In one or more embodiments, the training data set (140) may further include the corresponding user entered data, usage statistics, and loan approval statistics. In one or more embodiments, in response to a pre-determined result of iteratively adjusting (i.e., training) the adaptively-determined matching algorithm based on the training data set (140), the risk profile generator (107) is configured to analyze the user entered data A (140a) and the usage statistics A (141a), using the adjusted adaptively-determined matching algorithm, to generate the risk profile A (142a) of the business entity A (101a). For example, the pre-determined result may include an incremental change in the risk-profile-to-loan-default correlation between two contiguous iterations of the training phase being less a pre-determined amount (e.g., less than 0.1% of the final risk-profile-to-loan-default correlation). In other words, the matching parameters (143) may be iteratively adjusted until any incremental percentage improvement of the risk-profile-to-loan-default correlation is less than 0.1% before the adaptively-determined matching algorithm is used to analyze the user entered data A (140a) and the usage statistics A (141a) for generating the risk profile A (142a) of the business entity A (101a).

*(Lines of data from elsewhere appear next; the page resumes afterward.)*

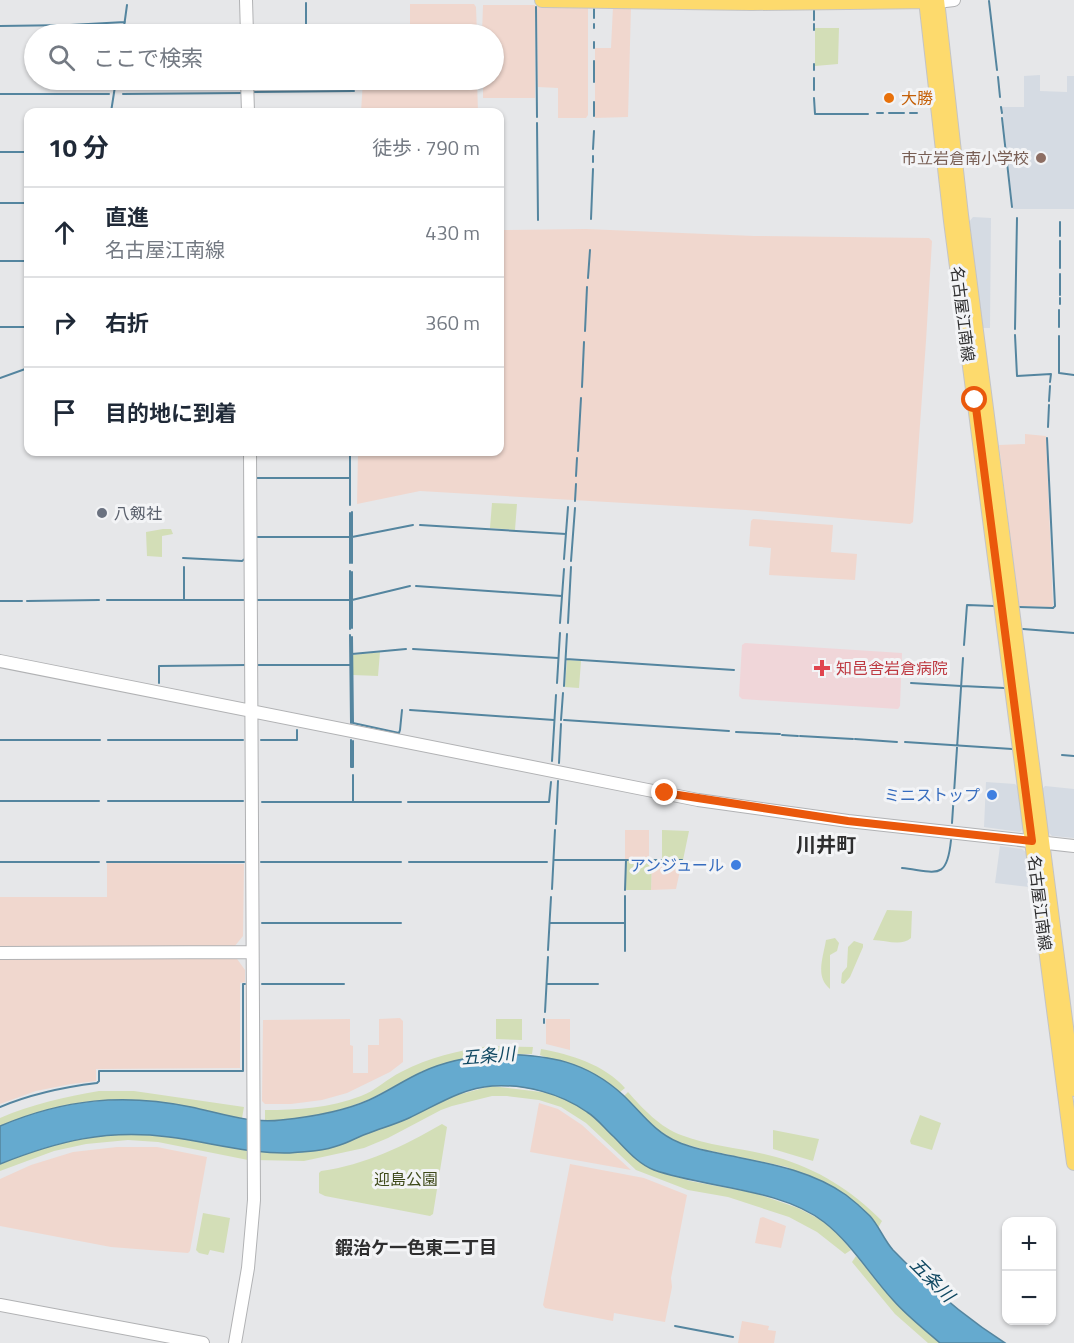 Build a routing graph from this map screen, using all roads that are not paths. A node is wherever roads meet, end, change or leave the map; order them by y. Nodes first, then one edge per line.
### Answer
1 (246, 0) edge
2 (542, 0) edge
3 (954, 0) edge
4 (931, 1) edge
5 (247, 24) edge
6 (247, 90) edge
7 (248, 108) edge
8 (250, 456) edge
9 (0, 661) edge
10 (251, 711) junction
11 (1037, 841) junction
12 (1074, 846) edge
13 (0, 952) edge
14 (252, 952) junction
15 (1074, 1089) edge
16 (1074, 1163) edge
17 (0, 1305) edge
18 (202, 1343) edge
19 (235, 1343) edge

1 - 5 street
2 - 4 main road
3 - 4 street
4 - 11 main road, 名古屋江南線
6 - 7 street
8 - 10 street
9 - 10 street
10 - 11 street
10 - 14 street
11 - 12 street
11 - 15 main road, 名古屋江南線
11 - 16 main road, 名古屋江南線
13 - 14 street
14 - 19 street
17 - 18 street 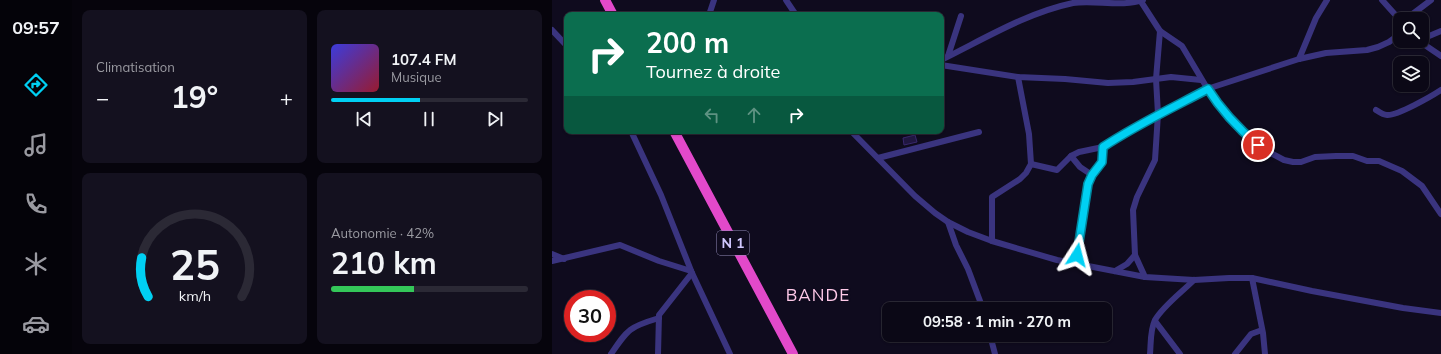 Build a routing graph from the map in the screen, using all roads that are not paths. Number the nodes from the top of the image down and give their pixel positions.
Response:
1 (605, 0) edge
2 (714, 0) edge
3 (786, 0) edge
4 (1141, 0) edge
5 (1327, 0) edge
6 (1382, 0) edge
7 (1431, 0) edge
8 (611, 12) edge
9 (710, 12) edge
10 (794, 12) edge
11 (1393, 12) edge
12 (1415, 12) edge
13 (961, 16) dead end
14 (552, 30) edge
15 (1160, 31) junction
16 (1441, 31) edge
17 (1429, 36) edge
18 (1393, 39) edge
19 (564, 43) edge
20 (1429, 48) edge
21 (948, 56) junction
22 (1441, 56) edge
23 (944, 58) edge
24 (1299, 59) junction
25 (944, 65) edge
26 (1018, 77) junction
27 (1156, 79) junction
28 (1202, 80) junction
29 (1208, 89) junction
30 (1441, 90) edge
31 (1376, 110) dead end
32 (1158, 114) junction
33 (979, 132) dead end
34 (632, 134) edge
35 (676, 134) edge
36 (854, 134) edge
37 (1103, 147) junction
38 (1071, 156) junction
39 (878, 158) junction
40 (1030, 164) junction
41 (1092, 175) junction
42 (1441, 214) edge
43 (948, 222) junction
44 (992, 241) junction
45 (552, 254) edge
46 (1135, 255) junction
47 (564, 259) junction
48 (552, 261) edge
49 (1076, 263) junction
50 (1115, 271) junction
51 (692, 272) junction
52 (1145, 277) junction
53 (1252, 278) junction
54 (1194, 280) junction
55 (980, 302) edge
56 (1441, 314) edge
57 (659, 318) junction
58 (1155, 321) junction
59 (1262, 330) junction
60 (992, 342) edge
61 (611, 354) edge
62 (658, 354) edge
63 (730, 354) edge
64 (793, 354) edge
65 (995, 354) edge
66 (1150, 354) edge
67 (1180, 354) edge
68 (1235, 354) edge
69 (1265, 354) edge

1 - 8 highway
2 - 9 street
3 - 10 street
4 - 15 street
4 - 21 street
5 - 24 street
6 - 11 street
7 - 12 street
13 - 21 street
14 - 19 street
15 - 27 street
15 - 28 street
16 - 17 street
18 - 24 street
20 - 22 street
21 - 23 street
24 - 29 street
25 - 26 street
26 - 27 street
26 - 40 street
27 - 28 street
27 - 32 street
28 - 29 street
29 - 32 street
29 - 42 street
30 - 31 street
32 - 37 street
32 - 46 street
33 - 39 street
34 - 51 street
35 - 64 highway, N 1
36 - 39 street
37 - 38 street
37 - 41 street
38 - 40 street
38 - 41 street
39 - 43 street
40 - 44 street
41 - 49 street
43 - 44 street
43 - 55 street
44 - 49 street
45 - 47 street
46 - 50 street
46 - 52 street
47 - 48 street
47 - 51 street
49 - 50 street
50 - 52 street
51 - 57 street
51 - 63 street
52 - 54 street
53 - 54 street
53 - 56 street
53 - 59 street
54 - 58 street
57 - 61 street
57 - 62 street
58 - 66 street
58 - 67 street
59 - 68 street
59 - 69 street
60 - 65 street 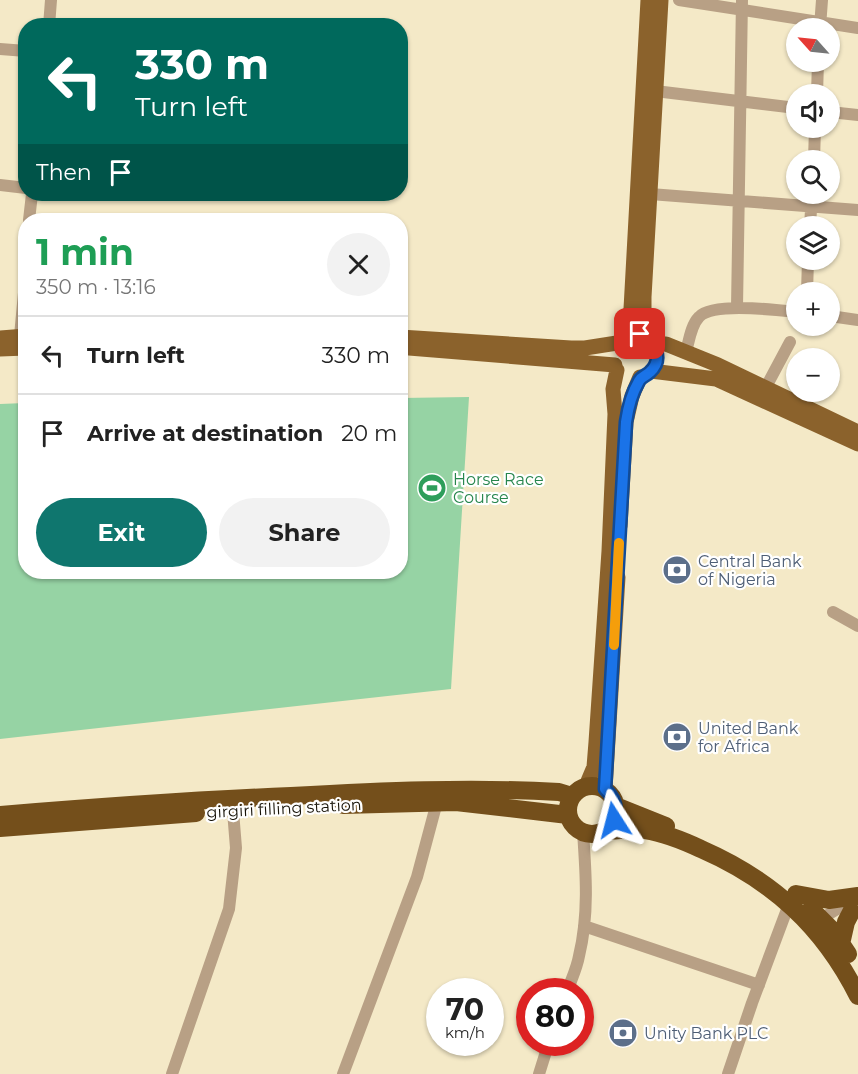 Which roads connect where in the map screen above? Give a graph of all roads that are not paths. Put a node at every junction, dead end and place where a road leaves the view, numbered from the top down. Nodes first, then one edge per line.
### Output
1 (51, 0) edge
2 (648, 0) edge
3 (661, 0) edge
4 (679, 0) edge
5 (822, 0) edge
6 (742, 5) edge
7 (49, 18) edge
8 (793, 18) edge
9 (821, 18) edge
10 (840, 27) edge
11 (858, 28) edge
12 (0, 49) edge
13 (18, 50) edge
14 (655, 91) junction
15 (741, 101) junction
16 (786, 107) edge
17 (840, 113) edge
18 (858, 115) edge
19 (0, 185) edge
20 (18, 187) edge
21 (650, 194) junction
22 (739, 201) junction
23 (811, 204) edge
24 (811, 207) junction
25 (858, 210) edge
26 (811, 216) edge
27 (737, 308) junction
28 (786, 311) edge
29 (840, 317) edge
30 (858, 320) edge
31 (0, 338) edge
32 (408, 338) edge
33 (18, 340) edge
34 (620, 340) junction
35 (651, 341) junction
36 (18, 342) edge
37 (790, 342) dead end
38 (408, 347) edge
39 (476, 348) junction
40 (0, 349) edge
41 (686, 352) junction
42 (616, 367) junction
43 (646, 374) junction
44 (766, 387) junction
45 (858, 432) edge
46 (858, 444) edge
47 (833, 612) dead end
48 (858, 626) edge
49 (605, 789) junction
50 (579, 791) junction
51 (437, 802) junction
52 (616, 806) junction
53 (232, 811) junction
54 (0, 815) edge
55 (568, 815) junction
56 (0, 828) edge
57 (604, 831) junction
58 (583, 832) junction
59 (858, 897) edge
60 (792, 899) junction
61 (822, 919) junction
62 (584, 927) junction
63 (841, 944) junction
64 (858, 972) edge
65 (572, 978) edge
66 (759, 985) junction
67 (858, 996) edge
68 (545, 1056) edge
69 (172, 1074) edge
70 (343, 1074) edge
71 (539, 1074) edge
72 (728, 1074) edge

1 - 7 street
2 - 34 main road
3 - 14 main road
4 - 6 street
5 - 9 street
6 - 8 street
6 - 15 street
10 - 11 street
12 - 13 street
14 - 15 street
14 - 21 main road
15 - 16 street
15 - 22 street
17 - 18 street
19 - 20 street
21 - 22 street
21 - 35 main road
22 - 24 street
22 - 27 street
23 - 24 street
24 - 25 street
24 - 26 street
27 - 28 street
27 - 41 street
29 - 30 street
31 - 33 main road
32 - 39 main road
34 - 35 main road
34 - 39 main road
34 - 42 main road
35 - 41 main road
35 - 43 main road
36 - 40 main road
37 - 44 street
38 - 39 main road
39 - 42 main road
41 - 44 main road
42 - 43 main road
42 - 50 main road
43 - 46 main road
43 - 49 main road
44 - 45 main road
47 - 48 street
49 - 50 highway
49 - 52 highway
50 - 54 highway
50 - 55 highway
51 - 53 highway, girgiri filling station
51 - 55 highway, girgiri filling station
51 - 70 street
52 - 57 highway
52 - 60 highway
53 - 56 highway, girgiri filling station
53 - 69 street
55 - 58 highway
57 - 58 highway
57 - 60 highway
58 - 62 street
59 - 60 highway
59 - 61 street
59 - 63 highway
60 - 61 highway
60 - 66 street
60 - 67 highway
61 - 63 highway
62 - 65 street
62 - 66 street
63 - 64 highway
66 - 72 street
68 - 71 street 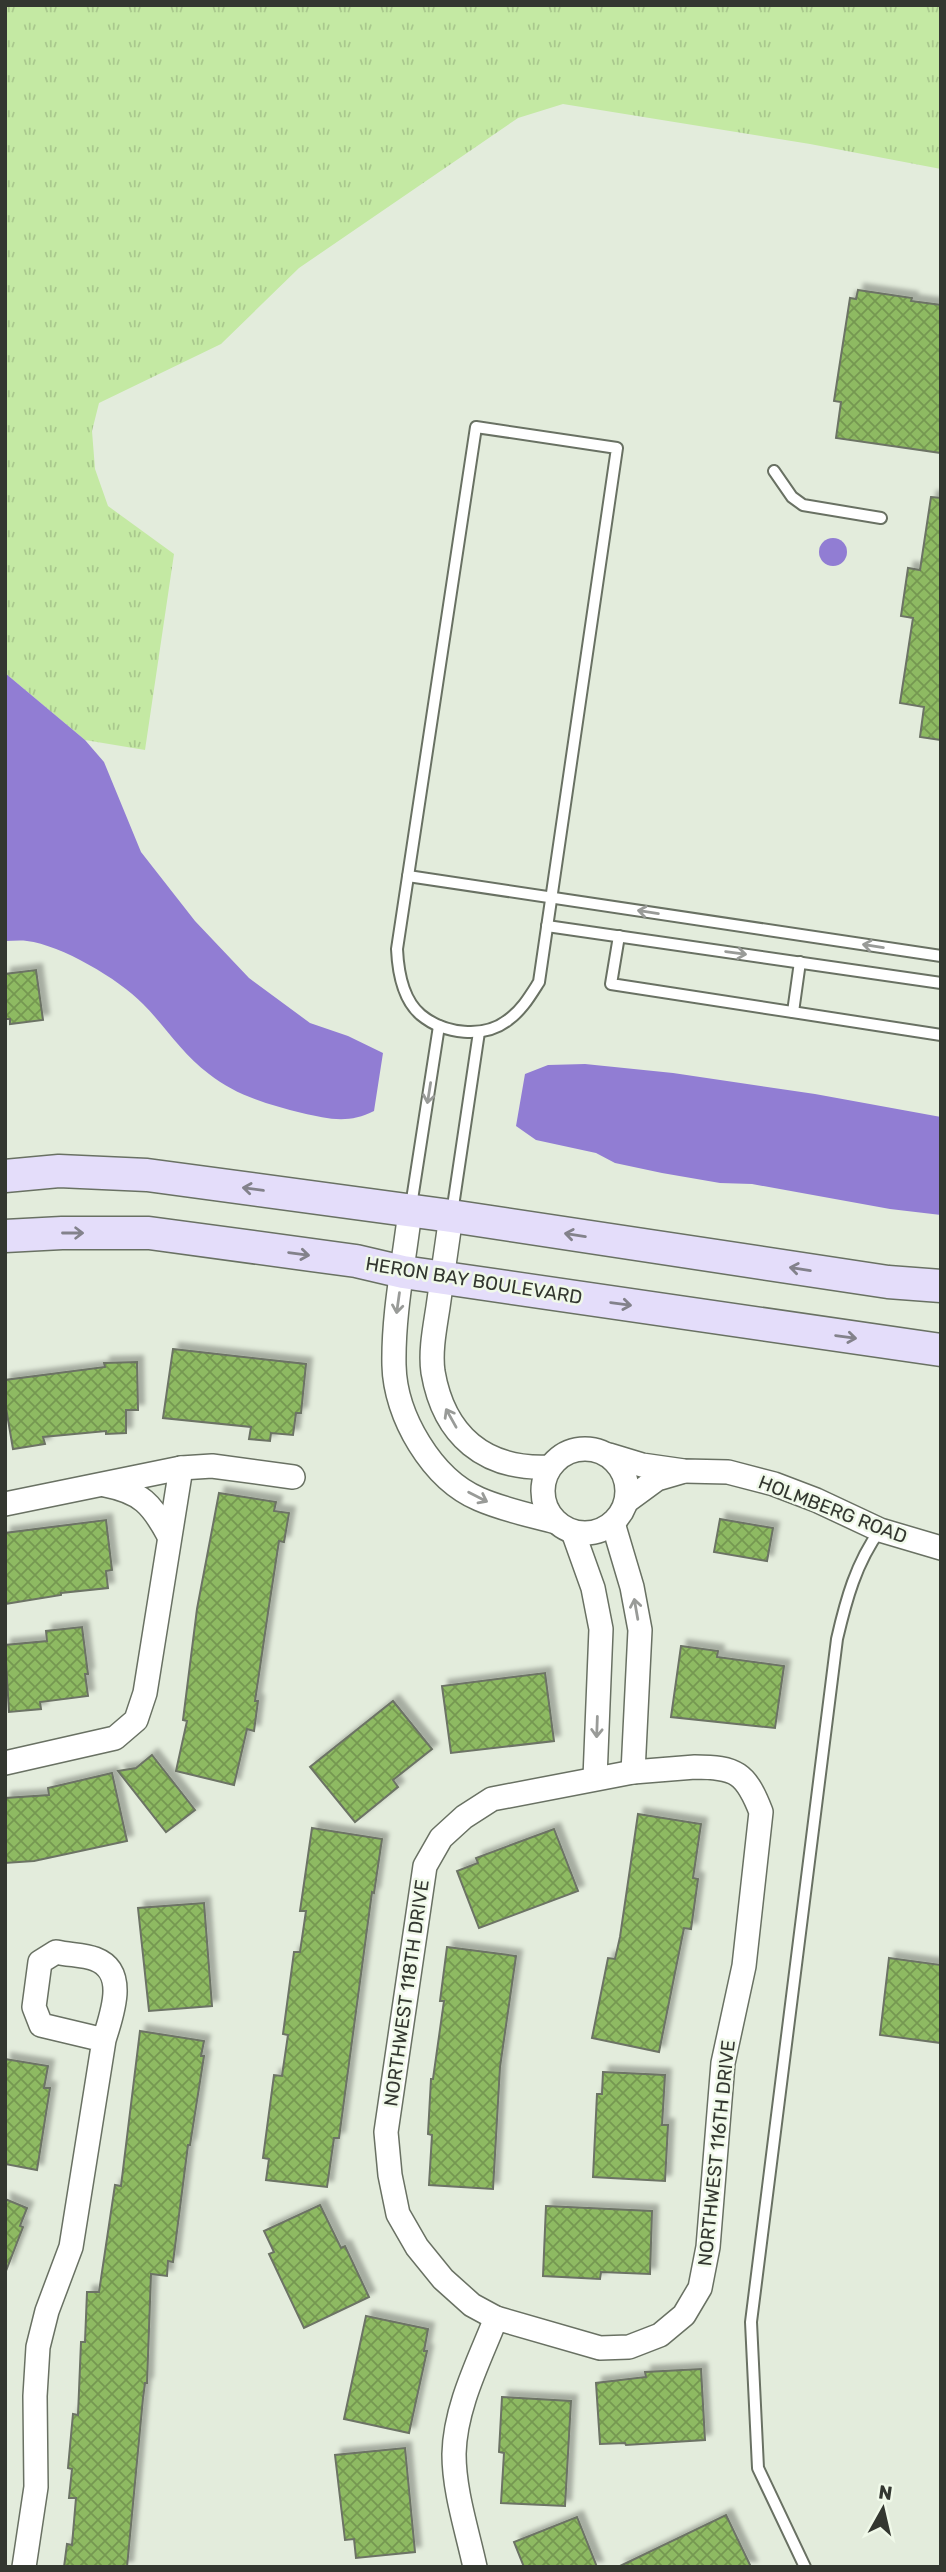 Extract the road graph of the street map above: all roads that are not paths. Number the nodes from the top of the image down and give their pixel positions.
1 (774, 471) dead end
2 (881, 518) dead end
3 (408, 876) junction
4 (551, 897) junction
5 (547, 926) junction
6 (620, 936) junction
7 (941, 956) edge
8 (800, 962) junction
9 (941, 983) edge
10 (793, 1012) junction
11 (439, 1026) junction
12 (479, 1032) junction
13 (941, 1035) edge
14 (5, 1176) edge
15 (410, 1211) junction
16 (451, 1216) junction
17 (5, 1236) edge
18 (403, 1272) junction
19 (442, 1277) junction
20 (941, 1286) edge
21 (941, 1350) edge
22 (609, 1455) junction
23 (549, 1467) junction
24 (180, 1468) junction
25 (684, 1471) junction
26 (293, 1477) dead end
27 (102, 1484) junction
28 (627, 1501) junction
29 (5, 1504) edge
30 (613, 1523) junction
31 (565, 1527) junction
32 (880, 1530) junction
33 (169, 1536) junction
34 (941, 1548) edge
35 (599, 1676) junction
36 (639, 1677) junction
37 (5, 1763) edge
38 (634, 1772) junction
39 (595, 1778) junction
40 (104, 2040) dead end
41 (496, 2318) junction
42 (24, 2567) edge
43 (475, 2567) edge
44 (805, 2567) edge

1 - 2 lane
3 - 4 lane
3 - 4 lane
3 - 11 lane
4 - 5 lane
7 -> 4 lane
5 - 6 lane
5 - 12 lane
6 -> 8 lane
6 - 10 lane
8 - 9 lane
8 - 10 lane
10 - 13 lane
11 - 12 lane
11 -> 15 lane
12 - 16 lane
15 -> 14 street
15 - 16 street
15 - 18 street
16 - 19 street
20 -> 16 street
17 -> 18 street, HERON BAY BOULEVARD
18 - 19 street, HERON BAY BOULEVARD
18 -> 31 street
19 -> 21 street, HERON BAY BOULEVARD
23 -> 19 street
22 - 23 street
22 - 25 street, HOLMBERG ROAD
22 - 28 street
23 - 31 street
24 - 26 street
24 - 27 street
24 - 33 street
25 - 28 street, HOLMBERG ROAD
25 - 32 street, HOLMBERG ROAD
27 - 29 street
27 - 33 street
28 - 30 street
30 - 31 street
36 -> 30 street
31 - 35 street
32 - 34 street, HOLMBERG ROAD
32 - 44 lane
33 - 37 street
35 - 36 street
35 -> 39 street
36 - 38 street
38 - 39 street, NORTHWEST 118TH DRIVE
38 - 41 street, NORTHWEST 116TH DRIVE
39 - 41 street, NORTHWEST 118TH DRIVE
40 - 42 street
41 - 43 street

In one or more embodiments, once generated, the risk profile A (142a) is provided by the risk profile generator (107) to the business entity A (101a). Accordingly, the business entity A (101a) may submit the risk profile A (142a) to one or more lenders (e.g., lender X (102x), lender Y (102y)) to apply for a loan. If such loan application is approved and initiated, the corresponding loan servicing history may be tracked for compiling the payment delinquency and/or default statistics to generate the loan default statistics A (144a) associated with the business entity A (101a). In one or more embodiments, the user entered data A (140a), the usage statistics A (141a), the risk profile A (142a), the corresponding loan approval status A (143a), and the resultant loan default statistics A (144a) may be further included in the training data set (140) to generate an updated version of the training data set (140). Subsequently, this updated version of the training data set (140) may be used to generate additional risk profiles for other business entities and/or to update existing risk profiles (e.g., the risk profile A (142a), risk profile M (142m), risk profile N (142n), etc.) as references for future loan applications.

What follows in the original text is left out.